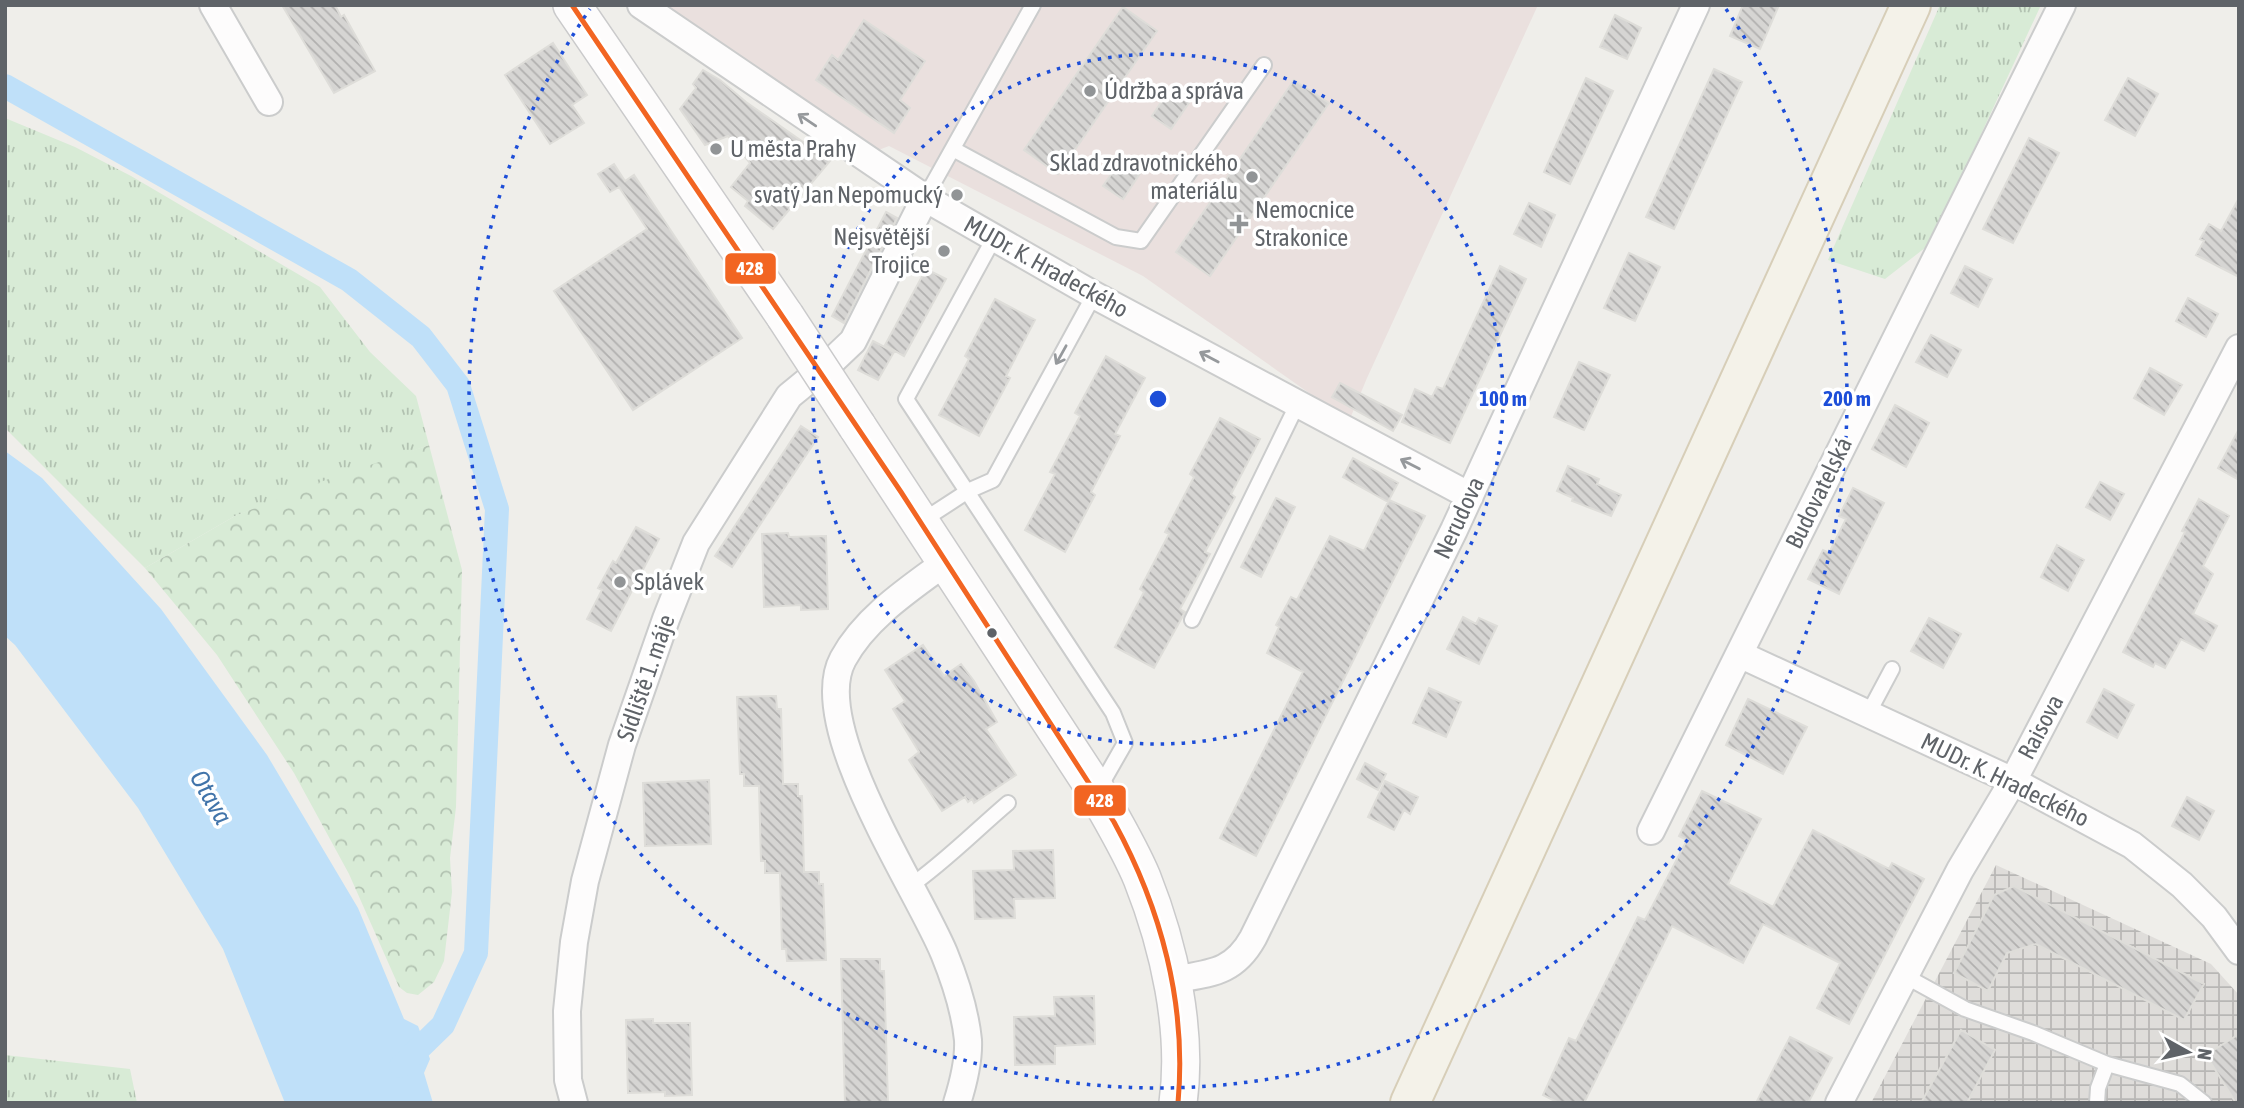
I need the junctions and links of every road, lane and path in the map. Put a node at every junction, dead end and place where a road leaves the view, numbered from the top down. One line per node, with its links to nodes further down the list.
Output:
1 (213, 5): 9 (street)
2 (572, 5): 18 (street, bridge)
3 (641, 5): 11 (street, MUDr. K. Hradeckého, one-way to 3)
4 (1033, 5): 10 (lane)
5 (1696, 5): 17 (street, Nerudova)
6 (1911, 5): 36 (main road)
7 (2062, 5): 21 (street, Budovatelská)
8 (1264, 65): 10 (lane)
9 (269, 102)
10 (953, 149): 11 (lane)
11 (925, 198): 12 (street, MUDr. K. Hradeckého); 33 (street, Sídliště 1. máje)
12 (994, 238): 13 (street, MUDr. K. Hradeckého); 16 (lane)
13 (1094, 295): 15 (street, MUDr. K. Hradeckého, one-way to 13); 16 (lane, one-way to 16)
14 (2239, 348): 24 (street, Raisova)
15 (1297, 405): 17 (street, MUDr. K. Hradeckého, one-way to 15); 20 (lane)
16 (968, 491): 18 (lane); 25 (lane)
17 (1470, 496): 31 (street, Nerudova)
18 (921, 522): 19 (street)
19 (946, 562): 25 (street); 28 (street)
20 (1192, 620)
21 (1739, 654): 23 (street, MUDr. K. Hradeckého); 27 (street, Budovatelská)
22 (1892, 669): 23 (lane)
23 (1868, 714): 24 (street, MUDr. K. Hradeckého)
24 (2013, 781): 29 (street, MUDr. K. Hradeckého); 30 (street, Raisova)
25 (1094, 789): 31 (street)
26 (1008, 803): 28 (lane)
27 (1651, 831)
28 (909, 887): 34 (street)
29 (2239, 951)
30 (1905, 976): 32 (lane); 37 (street, Raisova)
31 (1172, 980): 35 (street)
32 (2107, 1064): 38 (lane); 39 (lane)
33 (574, 1103)
34 (957, 1103)
35 (1178, 1103)
36 (1410, 1103)
37 (1839, 1103)
38 (2097, 1103)
39 (2204, 1103)

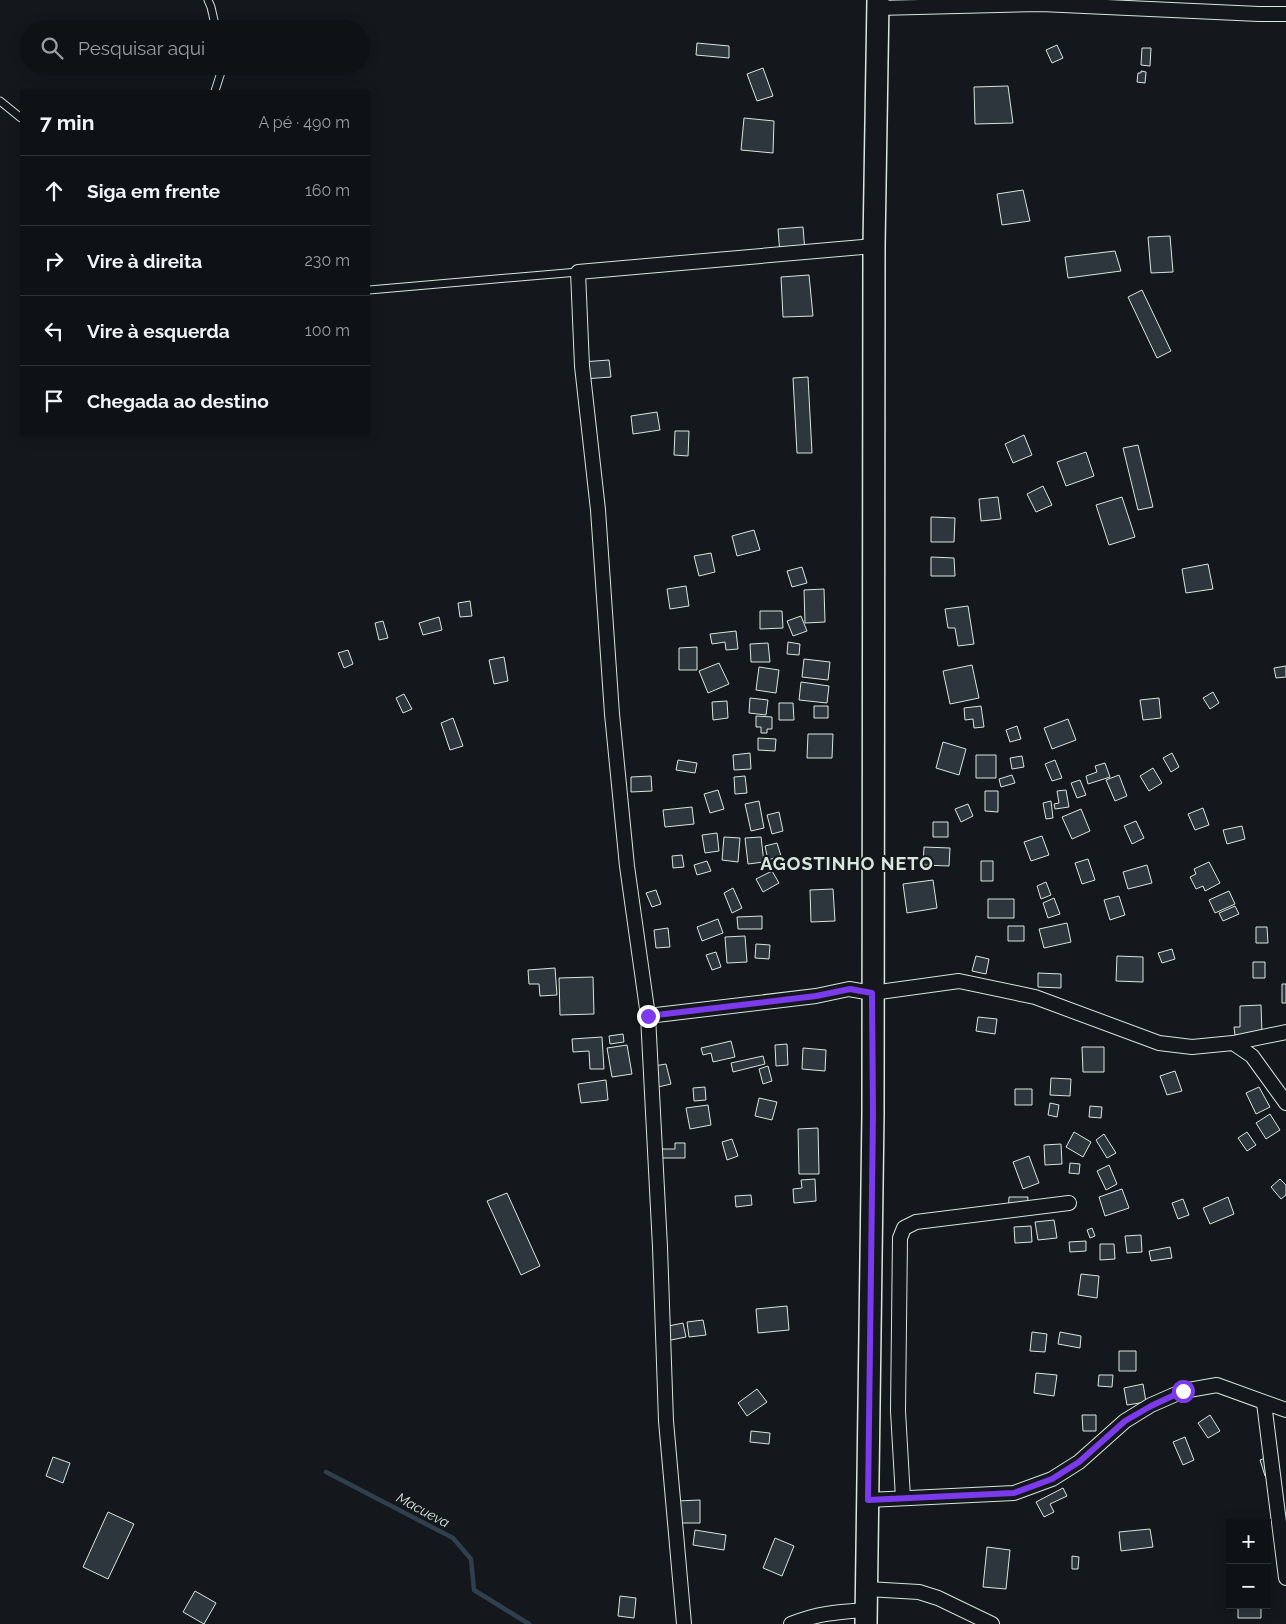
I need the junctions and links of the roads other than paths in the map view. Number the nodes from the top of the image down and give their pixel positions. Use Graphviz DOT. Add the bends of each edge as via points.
graph roads {
  1 [pos="208,0"];
  2 [pos="878,4"];
  3 [pos="1286,14"];
  4 [pos="214,20"];
  5 [pos="220,75"];
  6 [pos="215,90"];
  7 [pos="0,101"];
  8 [pos="20,117"];
  9 [pos="874,246"];
  10 [pos="578,272"];
  11 [pos="370,290"];
  12 [pos="872,993"];
  13 [pos="648,1016"];
  14 [pos="1286,1032"];
  15 [pos="1234,1042"];
  16 [pos="1286,1103"];
  17 [pos="1070,1203"];
  18 [pos="1264,1403"];
  19 [pos="1286,1410"];
  20 [pos="903,1498"];
  21 [pos="868,1500"];
  22 [pos="1286,1578"];
  23 [pos="867,1589"];
  24 [pos="866,1617"];
  25 [pos="684,1624"];
  26 [pos="792,1624"];
  27 [pos="992,1624"];
  1 -- 4 [label="lane"];
  2 -- 3 [label="street" via="1041,4"];
  2 -- 9 [label="main road"];
  5 -- 6 [label="lane"];
  7 -- 8 [label="lane"];
  9 -- 10 [label="street"];
  9 -- 12 [label="main road"];
  10 -- 11 [label="lane"];
  10 -- 13 [label="street" via="582,366 598,510 613,724 627,866"];
  12 -- 13 [label="street" via="850,989"];
  12 -- 15 [label="street" via="959,981 1035,997 1159,1043 1192,1047"];
  12 -- 21 [label="main road"];
  13 -- 25 [label="street" via="666,1421"];
  14 -- 15 [label="street"];
  15 -- 16 [label="street" via="1252,1056"];
  17 -- 20 [label="street" via="916,1222 904,1228 900,1238 898,1401"];
  18 -- 19 [label="street"];
  18 -- 20 [label="street" via="1217,1385 1183,1391 1125,1421 1079,1462 1052,1479 1014,1493"];
  18 -- 22 [label="street"];
  20 -- 21 [label="street"];
  21 -- 23 [label="main road"];
  23 -- 24 [label="main road"];
  23 -- 27 [label="street" via="919,1592"];
  24 -- 26 [label="street" via="837,1612 811,1616"];
}
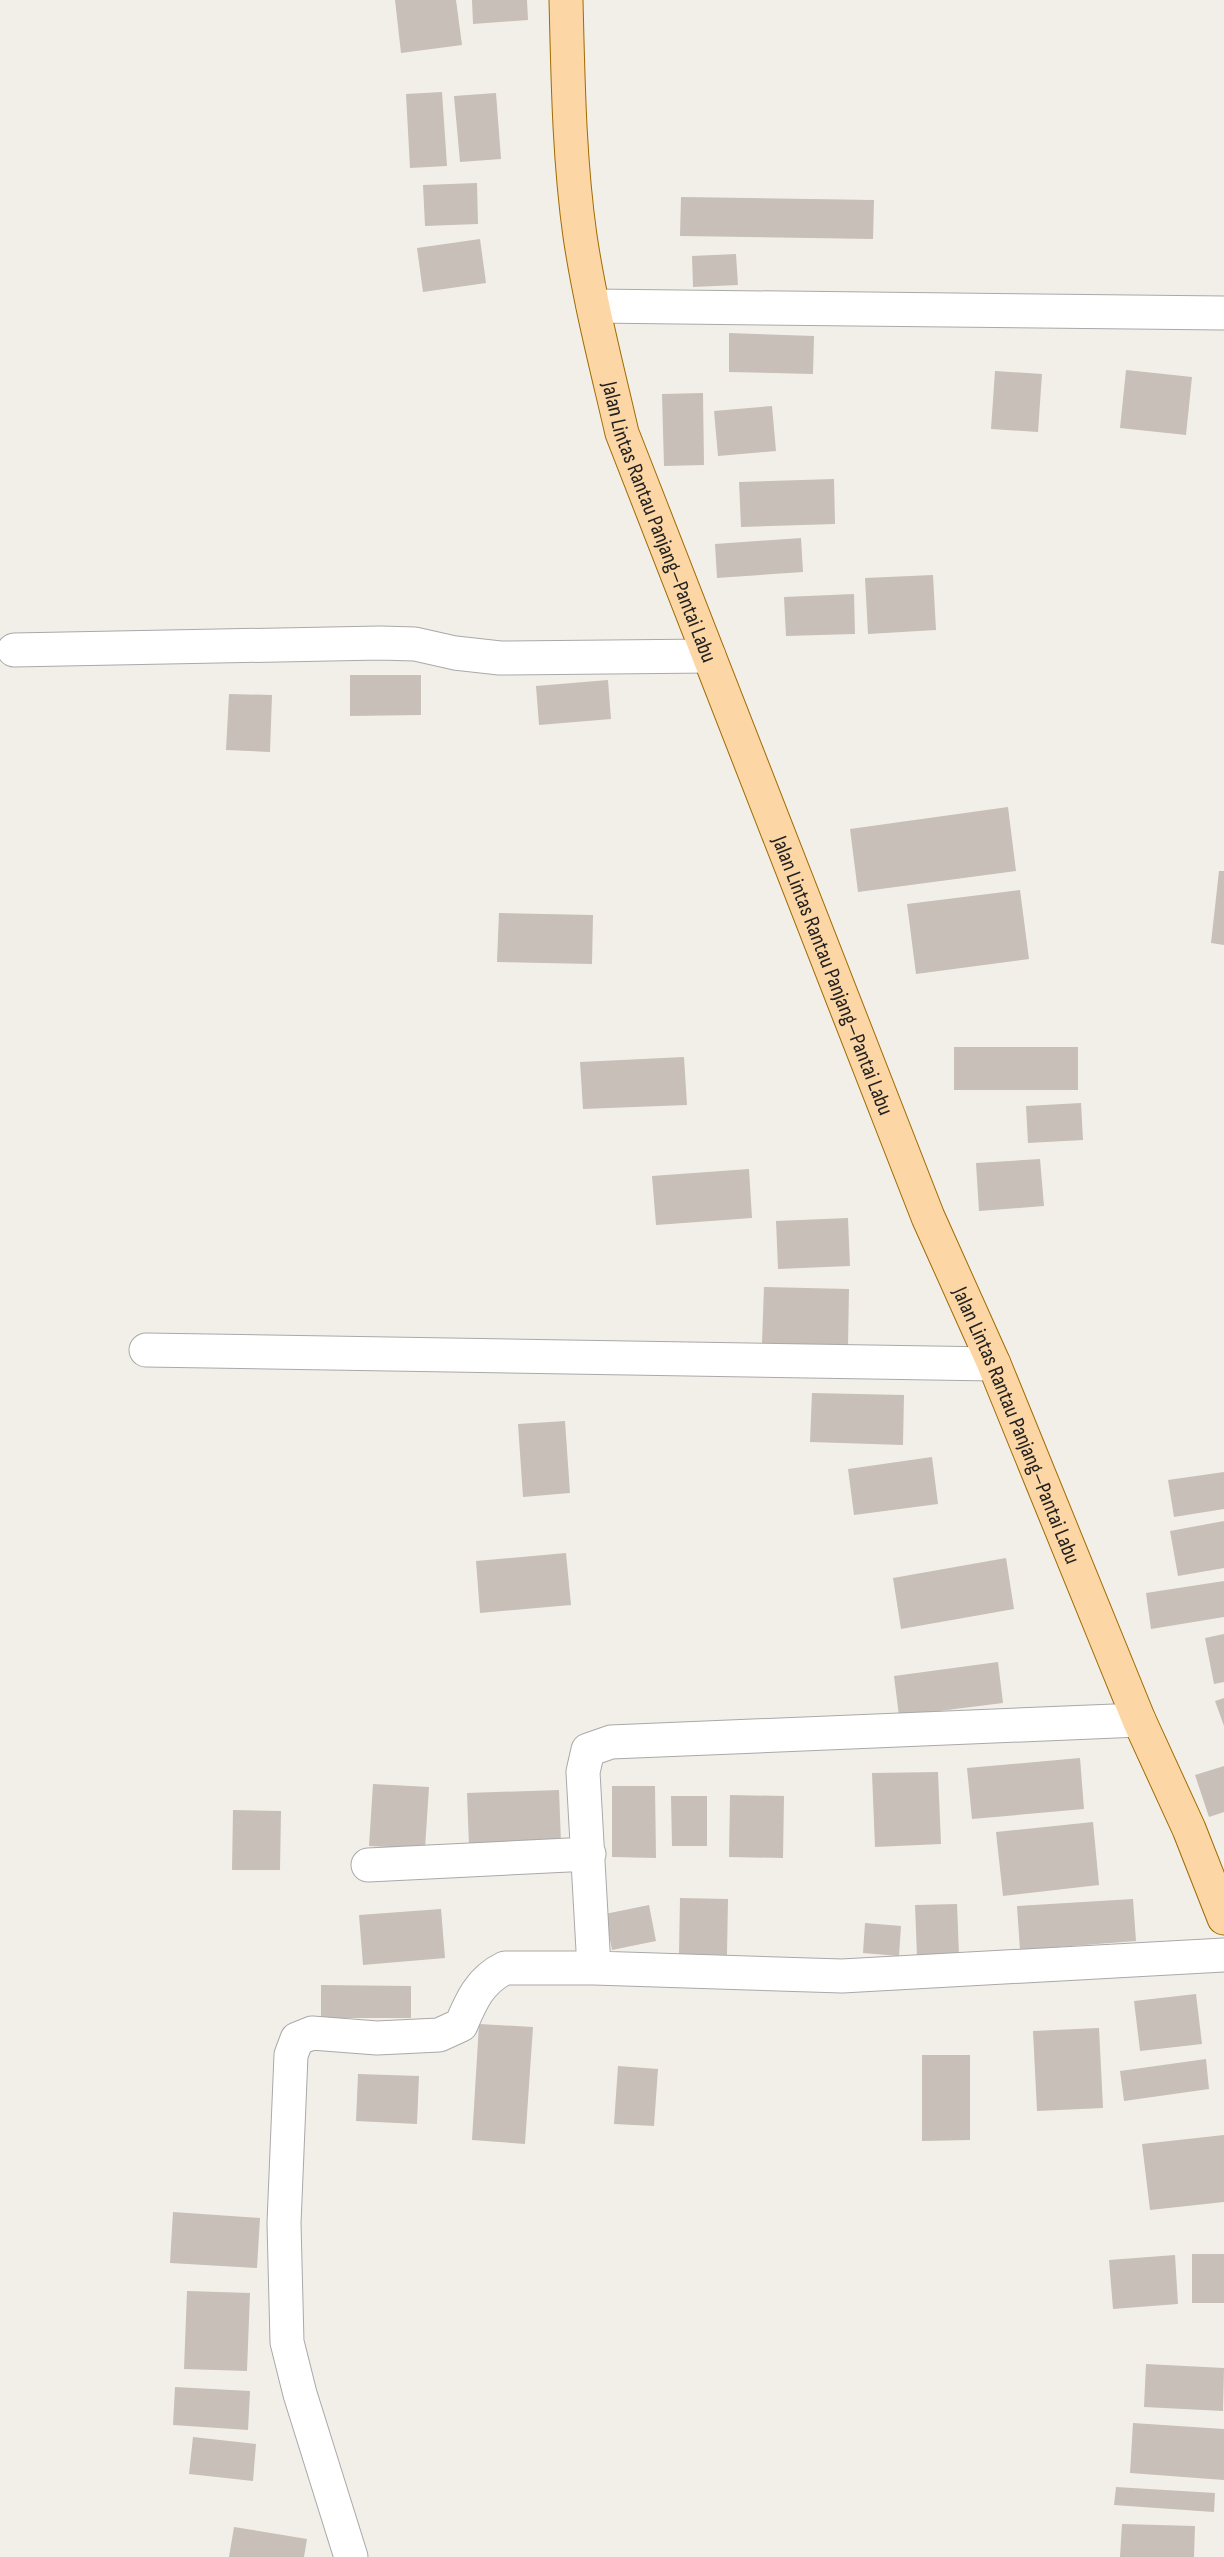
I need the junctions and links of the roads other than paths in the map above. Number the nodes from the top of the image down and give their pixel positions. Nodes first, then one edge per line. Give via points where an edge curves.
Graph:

========================

Every entry must be retyped exactly, with the pictures removed.

I need the junctions and links of every road, lane and path in the map. Put a node at every junction, dead end and place where a road leaves the view, numbered from the top down. One line per node, with its links to nodes further down the list.
Output:
1 (213, 5): 9 (street)
2 (572, 5): 18 (street, bridge)
3 (641, 5): 11 (street, MUDr. K. Hradeckého, one-way to 3)
4 (1033, 5): 10 (lane)
5 (1696, 5): 17 (street, Nerudova)
6 (1911, 5): 36 (main road)
7 (2062, 5): 21 (street, Budovatelská)
8 (1264, 65): 10 (lane)
9 (269, 102)
10 (953, 149): 11 (lane)
11 (925, 198): 12 (street, MUDr. K. Hradeckého); 33 (street, Sídliště 1. máje)
12 (994, 238): 13 (street, MUDr. K. Hradeckého); 16 (lane)
13 (1094, 295): 15 (street, MUDr. K. Hradeckého, one-way to 13); 16 (lane, one-way to 16)
14 (2239, 348): 24 (street, Raisova)
15 (1297, 405): 17 (street, MUDr. K. Hradeckého, one-way to 15); 20 (lane)
16 (968, 491): 18 (lane); 25 (lane)
17 (1470, 496): 31 (street, Nerudova)
18 (921, 522): 19 (street)
19 (946, 562): 25 (street); 28 (street)
20 (1192, 620)
21 (1739, 654): 23 (street, MUDr. K. Hradeckého); 27 (street, Budovatelská)
22 (1892, 669): 23 (lane)
23 (1868, 714): 24 (street, MUDr. K. Hradeckého)
24 (2013, 781): 29 (street, MUDr. K. Hradeckého); 30 (street, Raisova)
25 (1094, 789): 31 (street)
26 (1008, 803): 28 (lane)
27 (1651, 831)
28 (909, 887): 34 (street)
29 (2239, 951)
30 (1905, 976): 32 (lane); 37 (street, Raisova)
31 (1172, 980): 35 (street)
32 (2107, 1064): 38 (lane); 39 (lane)
33 (574, 1103)
34 (957, 1103)
35 (1178, 1103)
36 (1410, 1103)
37 (1839, 1103)
38 (2097, 1103)
39 (2204, 1103)

I need the junctions and links of the roads other than paths in the map view. Number the nodes from the top of the image down and give their pixel positions. Use Graphviz DOT. Add the bends of each edge as via points.
graph roads {
  1 [pos="208,0"];
  2 [pos="878,4"];
  3 [pos="1286,14"];
  4 [pos="214,20"];
  5 [pos="220,75"];
  6 [pos="215,90"];
  7 [pos="0,101"];
  8 [pos="20,117"];
  9 [pos="874,246"];
  10 [pos="578,272"];
  11 [pos="370,290"];
  12 [pos="872,993"];
  13 [pos="648,1016"];
  14 [pos="1286,1032"];
  15 [pos="1234,1042"];
  16 [pos="1286,1103"];
  17 [pos="1070,1203"];
  18 [pos="1264,1403"];
  19 [pos="1286,1410"];
  20 [pos="903,1498"];
  21 [pos="868,1500"];
  22 [pos="1286,1578"];
  23 [pos="867,1589"];
  24 [pos="866,1617"];
  25 [pos="684,1624"];
  26 [pos="792,1624"];
  27 [pos="992,1624"];
  1 -- 4 [label="lane"];
  2 -- 3 [label="street" via="1041,4"];
  2 -- 9 [label="main road"];
  5 -- 6 [label="lane"];
  7 -- 8 [label="lane"];
  9 -- 10 [label="street"];
  9 -- 12 [label="main road"];
  10 -- 11 [label="lane"];
  10 -- 13 [label="street" via="582,366 598,510 613,724 627,866"];
  12 -- 13 [label="street" via="850,989"];
  12 -- 15 [label="street" via="959,981 1035,997 1159,1043 1192,1047"];
  12 -- 21 [label="main road"];
  13 -- 25 [label="street" via="666,1421"];
  14 -- 15 [label="street"];
  15 -- 16 [label="street" via="1252,1056"];
  17 -- 20 [label="street" via="916,1222 904,1228 900,1238 898,1401"];
  18 -- 19 [label="street"];
  18 -- 20 [label="street" via="1217,1385 1183,1391 1125,1421 1079,1462 1052,1479 1014,1493"];
  18 -- 22 [label="street"];
  20 -- 21 [label="street"];
  21 -- 23 [label="main road"];
  23 -- 24 [label="main road"];
  23 -- 27 [label="street" via="919,1592"];
  24 -- 26 [label="street" via="837,1612 811,1616"];
}
I need the junctions and links of the roads other than paths in the map above. Number the nodes from the top of the image down and give their pixel positions. Nodes first, then one edge per line. Give via points where an edge curves.
Graph:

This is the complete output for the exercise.